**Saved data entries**
Start of Block

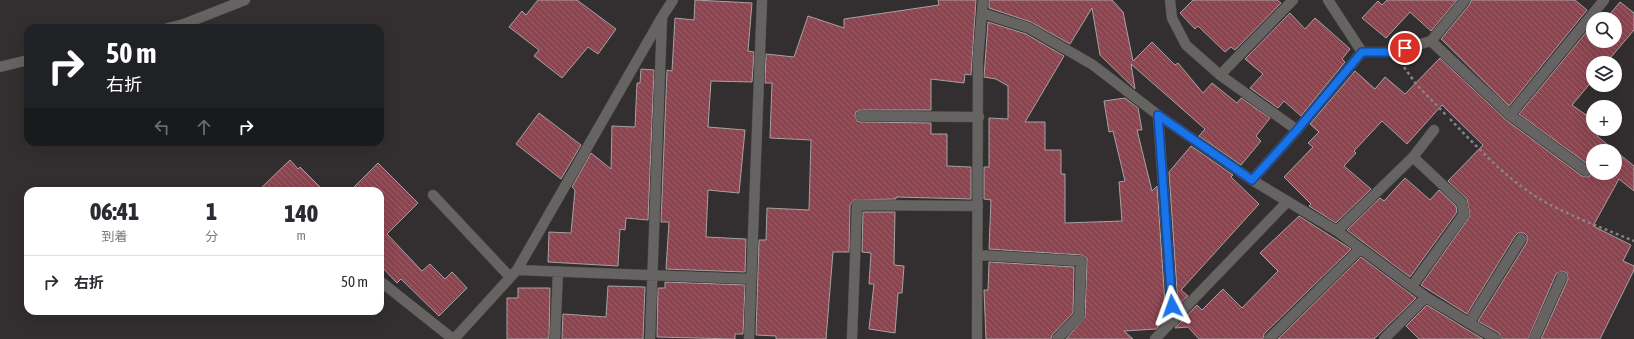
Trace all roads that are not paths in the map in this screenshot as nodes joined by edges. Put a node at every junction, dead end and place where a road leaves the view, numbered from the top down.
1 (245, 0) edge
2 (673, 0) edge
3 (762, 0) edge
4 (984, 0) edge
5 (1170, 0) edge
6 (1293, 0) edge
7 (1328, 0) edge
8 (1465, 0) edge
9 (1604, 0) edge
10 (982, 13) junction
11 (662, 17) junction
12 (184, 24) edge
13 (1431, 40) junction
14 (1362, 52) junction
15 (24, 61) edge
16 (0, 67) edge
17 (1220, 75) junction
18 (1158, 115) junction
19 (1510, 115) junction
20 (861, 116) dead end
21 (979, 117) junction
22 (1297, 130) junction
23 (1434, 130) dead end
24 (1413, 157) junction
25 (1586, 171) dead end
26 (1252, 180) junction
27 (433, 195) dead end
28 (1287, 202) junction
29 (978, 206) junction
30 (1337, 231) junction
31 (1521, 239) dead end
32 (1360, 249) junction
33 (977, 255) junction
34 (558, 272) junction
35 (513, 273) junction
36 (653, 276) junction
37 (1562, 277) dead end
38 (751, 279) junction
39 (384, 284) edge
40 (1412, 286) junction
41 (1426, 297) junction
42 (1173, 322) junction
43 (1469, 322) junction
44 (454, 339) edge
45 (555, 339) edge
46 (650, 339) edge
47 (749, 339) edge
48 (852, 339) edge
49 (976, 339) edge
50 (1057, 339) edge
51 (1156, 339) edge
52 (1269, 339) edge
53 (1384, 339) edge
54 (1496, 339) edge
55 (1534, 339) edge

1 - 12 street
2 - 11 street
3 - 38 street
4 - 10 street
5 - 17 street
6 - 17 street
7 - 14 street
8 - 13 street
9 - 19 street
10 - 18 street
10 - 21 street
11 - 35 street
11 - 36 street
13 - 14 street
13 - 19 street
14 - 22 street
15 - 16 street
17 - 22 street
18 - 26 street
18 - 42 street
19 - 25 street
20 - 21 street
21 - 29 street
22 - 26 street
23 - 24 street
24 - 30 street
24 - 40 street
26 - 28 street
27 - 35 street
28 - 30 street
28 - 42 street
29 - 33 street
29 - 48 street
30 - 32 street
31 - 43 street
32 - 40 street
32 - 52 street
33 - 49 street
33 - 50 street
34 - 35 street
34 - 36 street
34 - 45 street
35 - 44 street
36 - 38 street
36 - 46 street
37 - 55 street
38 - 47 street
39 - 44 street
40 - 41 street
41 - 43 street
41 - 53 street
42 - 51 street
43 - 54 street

End of Block

The answer should hold every entry exactly as given and no pictures at all.

**Result of the task**
Trace all roads that are not paths in the map in this screenshot as nodes joined by edges. Put a node at every junction, dead end and place where a road leaves the view, numbered from the top down.
1 (245, 0) edge
2 (673, 0) edge
3 (762, 0) edge
4 (984, 0) edge
5 (1170, 0) edge
6 (1293, 0) edge
7 (1328, 0) edge
8 (1465, 0) edge
9 (1604, 0) edge
10 (982, 13) junction
11 (662, 17) junction
12 (184, 24) edge
13 (1431, 40) junction
14 (1362, 52) junction
15 (24, 61) edge
16 (0, 67) edge
17 (1220, 75) junction
18 (1158, 115) junction
19 (1510, 115) junction
20 (861, 116) dead end
21 (979, 117) junction
22 (1297, 130) junction
23 (1434, 130) dead end
24 (1413, 157) junction
25 (1586, 171) dead end
26 (1252, 180) junction
27 (433, 195) dead end
28 (1287, 202) junction
29 (978, 206) junction
30 (1337, 231) junction
31 (1521, 239) dead end
32 (1360, 249) junction
33 (977, 255) junction
34 (558, 272) junction
35 (513, 273) junction
36 (653, 276) junction
37 (1562, 277) dead end
38 (751, 279) junction
39 (384, 284) edge
40 (1412, 286) junction
41 (1426, 297) junction
42 (1173, 322) junction
43 (1469, 322) junction
44 (454, 339) edge
45 (555, 339) edge
46 (650, 339) edge
47 (749, 339) edge
48 (852, 339) edge
49 (976, 339) edge
50 (1057, 339) edge
51 (1156, 339) edge
52 (1269, 339) edge
53 (1384, 339) edge
54 (1496, 339) edge
55 (1534, 339) edge

1 - 12 street
2 - 11 street
3 - 38 street
4 - 10 street
5 - 17 street
6 - 17 street
7 - 14 street
8 - 13 street
9 - 19 street
10 - 18 street
10 - 21 street
11 - 35 street
11 - 36 street
13 - 14 street
13 - 19 street
14 - 22 street
15 - 16 street
17 - 22 street
18 - 26 street
18 - 42 street
19 - 25 street
20 - 21 street
21 - 29 street
22 - 26 street
23 - 24 street
24 - 30 street
24 - 40 street
26 - 28 street
27 - 35 street
28 - 30 street
28 - 42 street
29 - 33 street
29 - 48 street
30 - 32 street
31 - 43 street
32 - 40 street
32 - 52 street
33 - 49 street
33 - 50 street
34 - 35 street
34 - 36 street
34 - 45 street
35 - 44 street
36 - 38 street
36 - 46 street
37 - 55 street
38 - 47 street
39 - 44 street
40 - 41 street
41 - 43 street
41 - 53 street
42 - 51 street
43 - 54 street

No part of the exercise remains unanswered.